A global crackdown on illegal drugs—code-named Pangea X—just put 400 people in handcuffs

Global crackdown.
Global crackdown.
Image: AP Photo/Patrick Sison
We may earn a commission from links on this page.

In one week the US Food and Drug Administration identified more than 500 websites illegally selling prescription medicine—including opioids, according to the government.

The operation—which took place between Sept. 12-19—was part of a worldwide effort led by Interpol, a global police organization, to target the illicit online sale of medicine and medical devices. Cracking down on the illegal sale of medication, including opioids, has become a priority for authorities around the world. That’s particularly true in the US, which is currently experiencing an opioid epidemic with an estimated 2.5 million people addicted and over 33,000 dying each year from overdoses.

Overall, more than 400 people were arrested around the world and $51 million in medicine was seized in the global collaboration, which was code named Operation Pangea X.

Authorities confiscated dietary supplements, pain pills, epilepsy medication, erectile dysfunction drugs, anti-psychotics, and nutritional products.

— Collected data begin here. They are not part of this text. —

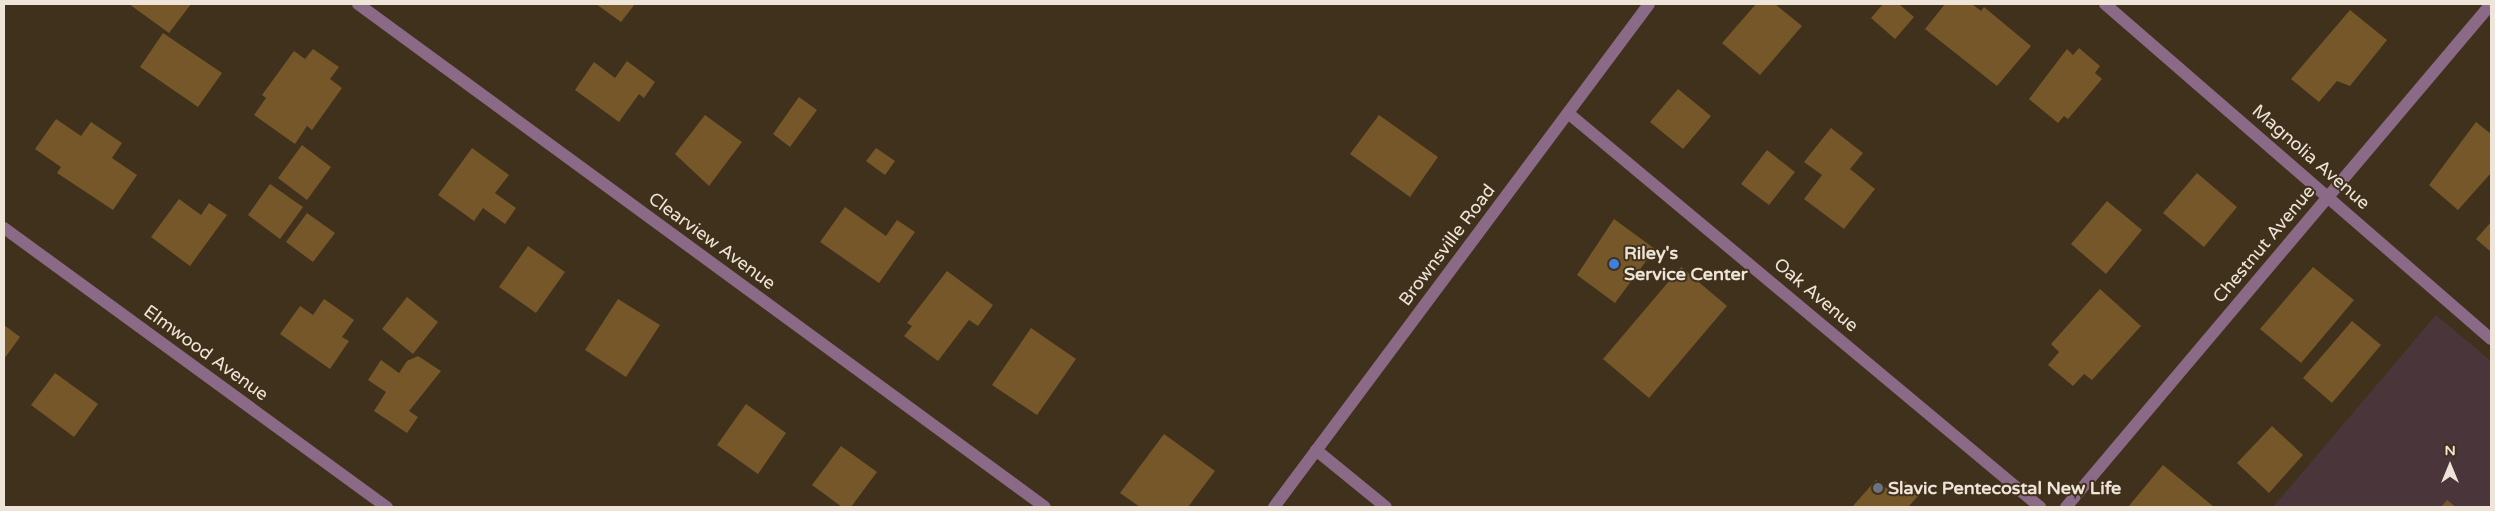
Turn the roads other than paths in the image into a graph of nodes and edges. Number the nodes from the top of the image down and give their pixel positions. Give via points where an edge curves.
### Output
1 (358, 4) edge
2 (1649, 4) edge
3 (2105, 4) edge
4 (2491, 4) edge
5 (1568, 113) junction
6 (2328, 194) junction
7 (4, 228) edge
8 (2491, 339) edge
9 (1316, 450) junction
10 (387, 507) edge
11 (1045, 507) edge
12 (1274, 507) edge
13 (1386, 507) edge
14 (2040, 507) edge
15 (2066, 507) edge

1 - 11 street, Clearview Avenue
2 - 5 street, Brownsville Road
3 - 6 street, Magnolia Avenue
4 - 6 street, Chestnut Avenue
5 - 9 street, Brownsville Road
5 - 14 street, Oak Avenue
6 - 8 street, Magnolia Avenue
6 - 15 street, Chestnut Avenue
7 - 10 street, Elmwood Avenue
9 - 12 street, Brownsville Road
9 - 13 street

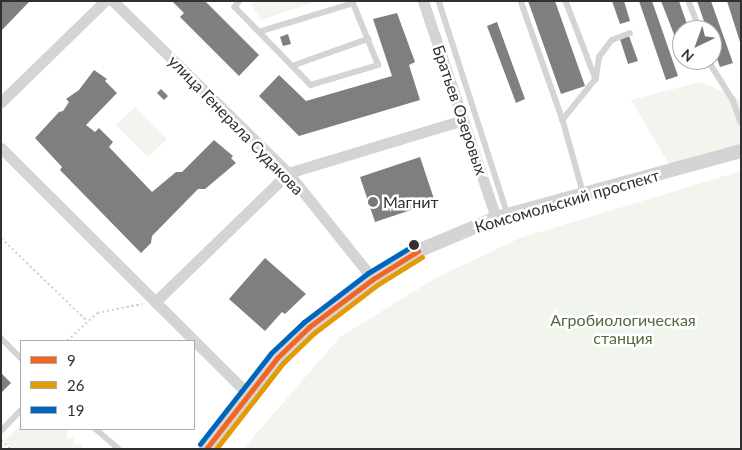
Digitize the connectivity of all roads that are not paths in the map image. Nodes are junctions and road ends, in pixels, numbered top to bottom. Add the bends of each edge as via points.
1 (105, 1) edge
2 (113, 1) edge
3 (240, 1) edge
4 (423, 1) edge
5 (439, 1) edge
6 (520, 1) edge
7 (566, 1) edge
8 (689, 1) edge
9 (353, 2) edge
10 (696, 20) edge
11 (259, 32) junction
12 (630, 33) dead end
13 (368, 40) junction
14 (292, 66) junction
15 (714, 70) edge
16 (596, 79) junction
17 (1, 102) edge
18 (463, 120) junction
19 (563, 120) junction
20 (741, 122) edge
21 (1, 148) edge
22 (741, 151) edge
23 (288, 173) junction
24 (584, 197) junction
25 (502, 217) junction
26 (373, 279) junction
27 (156, 302) junction
28 (1, 338) edge
29 (194, 340) edge
30 (195, 341) edge
31 (20, 357) edge
32 (248, 394) junction
33 (20, 411) edge
34 (97, 430) edge
35 (1, 431) edge
36 (119, 449) edge
37 (206, 449) edge

1 - 17 street
2 - 23 street, улица Генерала Судакова
3 - 11 lane via 234,7
4 - 18 street, Братьев Озеровых
5 - 25 lane
6 - 19 lane
7 - 16 lane
8 - 10 lane
9 - 11 lane
9 - 13 lane
11 - 14 lane
12 - 16 lane via 612,40 599,57
13 - 14 lane
13 - 14 lane via 378,65 311,86
15 - 20 lane via 733,100
16 - 19 lane
18 - 23 street
18 - 25 street, Братьев Озеровых
19 - 24 lane
21 - 27 street
22 - 24 street, Комсомольский проспект
23 - 26 street, улица Генерала Судакова
23 - 27 street
24 - 25 street, Комсомольский проспект
25 - 26 street, Комсомольский проспект via 418,251
26 - 32 street, Комсомольский проспект via 309,327 277,358
27 - 29 street
28 - 31 lane
30 - 32 street
32 - 37 street, Комсомольский проспект
33 - 35 lane
34 - 36 lane

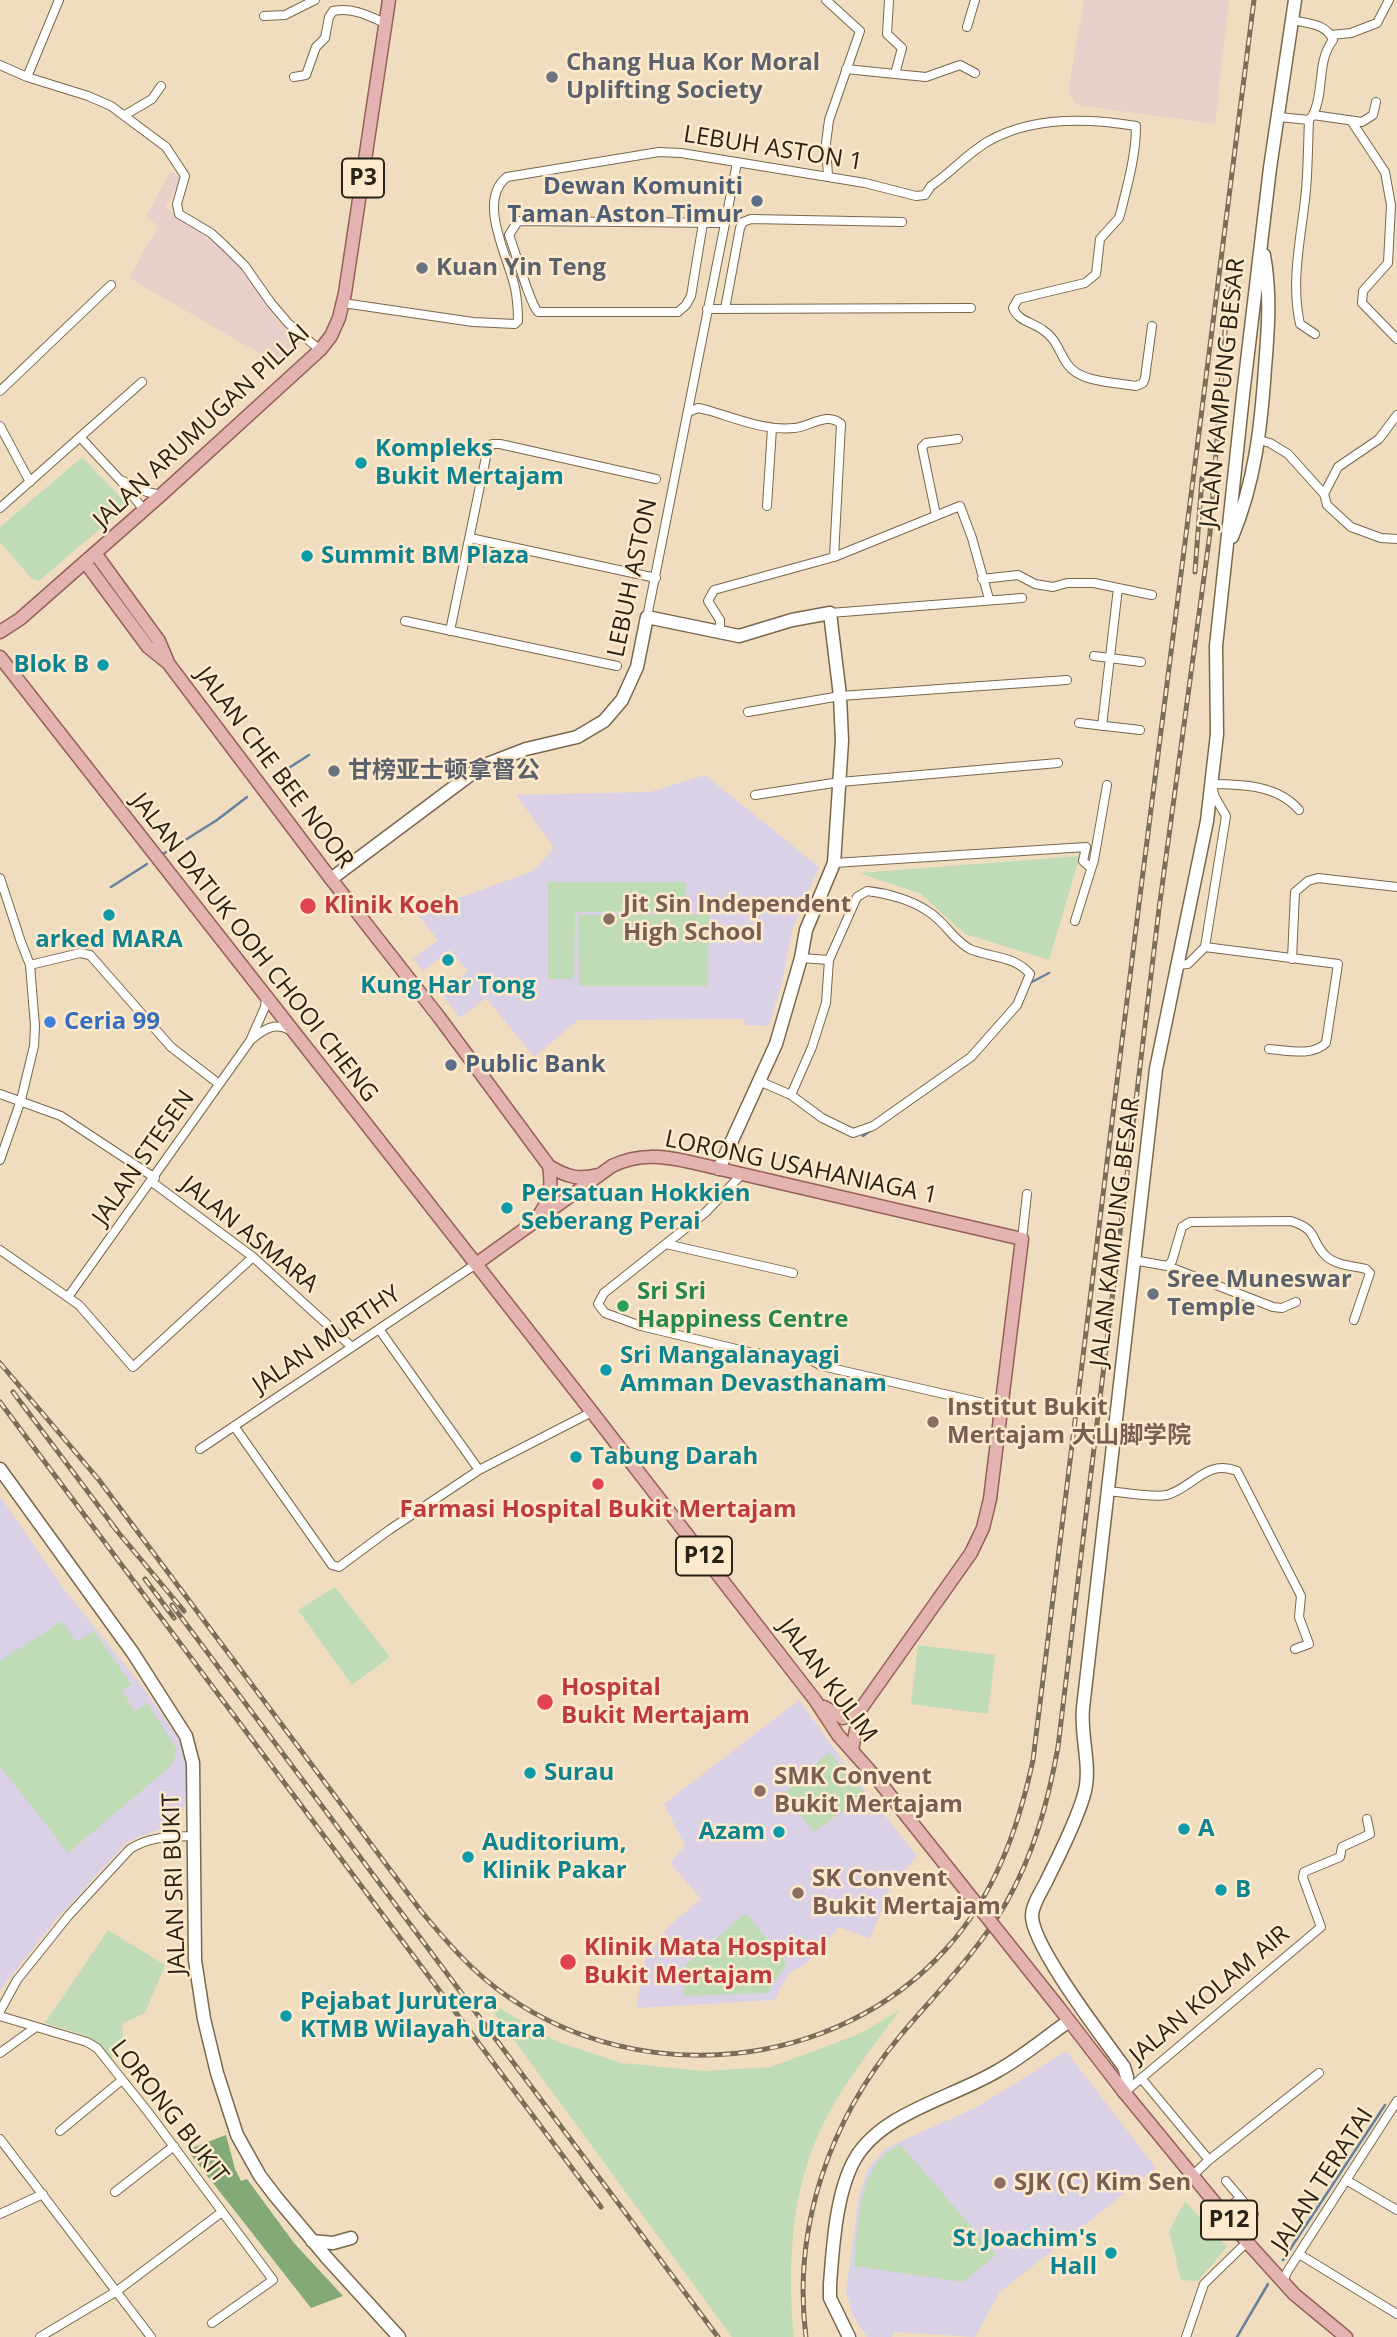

In Jordan, dangerous contact lens counterfeits were found and collected. In the Democratic Republic of Congo, more than 650 kg (1,433 lbs.) of anti-malaria pills were seized, according to Interpol.

One of the main themes the agency noticed is the proliferation of unauthorized and unregulated online pharmacies, which often sell medications (including counterfeit versions) illegally.

“With more and more people purchasing everyday items including medicines online, criminals are exploiting this trend to make a profit, putting lives at risk in the process,” said Interpol’s head of police services, Tim Morris in statement.

In all, the operation led to the opening of 1,058 new police investigations, 3,584 websites shuttered, and more than 3,000 online advertisements for illicit pharmaceuticals suspended, according to the agency. A record 123 countries were involved.